- RECORDED INFORMATION
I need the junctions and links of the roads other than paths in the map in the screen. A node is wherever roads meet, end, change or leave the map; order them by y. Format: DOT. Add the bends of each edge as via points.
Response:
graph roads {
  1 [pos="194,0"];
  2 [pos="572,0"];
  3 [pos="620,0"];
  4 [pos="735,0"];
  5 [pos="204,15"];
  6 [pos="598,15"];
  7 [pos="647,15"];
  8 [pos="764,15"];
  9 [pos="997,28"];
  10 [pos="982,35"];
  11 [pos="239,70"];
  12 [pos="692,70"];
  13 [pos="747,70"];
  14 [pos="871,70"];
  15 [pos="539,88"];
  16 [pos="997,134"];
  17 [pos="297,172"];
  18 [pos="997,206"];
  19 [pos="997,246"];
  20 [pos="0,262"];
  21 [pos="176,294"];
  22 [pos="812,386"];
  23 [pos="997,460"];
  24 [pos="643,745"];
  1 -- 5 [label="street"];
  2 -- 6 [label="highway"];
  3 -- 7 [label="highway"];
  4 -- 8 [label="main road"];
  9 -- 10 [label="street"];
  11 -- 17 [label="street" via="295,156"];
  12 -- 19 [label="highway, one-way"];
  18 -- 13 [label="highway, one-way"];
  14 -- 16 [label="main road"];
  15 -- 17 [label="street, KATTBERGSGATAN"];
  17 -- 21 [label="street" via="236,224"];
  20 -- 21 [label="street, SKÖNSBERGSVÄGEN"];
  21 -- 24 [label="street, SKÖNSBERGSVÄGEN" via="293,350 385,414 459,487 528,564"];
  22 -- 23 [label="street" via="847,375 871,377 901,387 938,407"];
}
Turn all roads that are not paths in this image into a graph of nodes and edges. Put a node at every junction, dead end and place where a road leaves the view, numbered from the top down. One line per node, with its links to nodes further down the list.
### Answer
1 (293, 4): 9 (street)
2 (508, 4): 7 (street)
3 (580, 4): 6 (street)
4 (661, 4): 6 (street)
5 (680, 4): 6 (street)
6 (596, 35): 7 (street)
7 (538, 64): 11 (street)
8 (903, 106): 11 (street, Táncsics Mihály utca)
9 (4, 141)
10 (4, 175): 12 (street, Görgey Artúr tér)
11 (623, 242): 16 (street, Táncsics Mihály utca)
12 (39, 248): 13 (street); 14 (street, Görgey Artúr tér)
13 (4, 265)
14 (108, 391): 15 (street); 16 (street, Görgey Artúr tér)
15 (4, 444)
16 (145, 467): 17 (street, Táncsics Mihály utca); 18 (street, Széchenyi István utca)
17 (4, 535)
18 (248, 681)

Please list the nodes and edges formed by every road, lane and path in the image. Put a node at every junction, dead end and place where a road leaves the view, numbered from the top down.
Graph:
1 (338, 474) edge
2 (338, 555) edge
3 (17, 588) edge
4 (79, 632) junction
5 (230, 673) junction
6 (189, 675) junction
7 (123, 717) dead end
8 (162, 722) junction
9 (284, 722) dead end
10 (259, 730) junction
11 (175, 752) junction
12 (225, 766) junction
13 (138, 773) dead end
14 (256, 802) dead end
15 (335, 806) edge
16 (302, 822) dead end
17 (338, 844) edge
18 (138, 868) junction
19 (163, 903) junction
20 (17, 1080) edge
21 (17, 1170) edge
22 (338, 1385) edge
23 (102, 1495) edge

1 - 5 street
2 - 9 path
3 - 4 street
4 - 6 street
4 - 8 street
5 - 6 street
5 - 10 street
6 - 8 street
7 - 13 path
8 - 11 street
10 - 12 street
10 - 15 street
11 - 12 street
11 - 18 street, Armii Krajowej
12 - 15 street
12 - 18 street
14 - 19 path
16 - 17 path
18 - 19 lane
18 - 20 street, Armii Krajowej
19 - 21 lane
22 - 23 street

- TASK BRIEF
Scan the data, and report each line that uses the word "leaves".

- WRITTEN REPLY
Turn all roads that are not paths in this image into a graph of nodes and edges. Put a node at every junction, dead end and place where a road leaves the view, numbered from the top down. One line per node, with its links to nodes further down the list.
Please list the nodes and edges formed by every road, lane and path in the image. Put a node at every junction, dead end and place where a road leaves the view, numbered from the top down.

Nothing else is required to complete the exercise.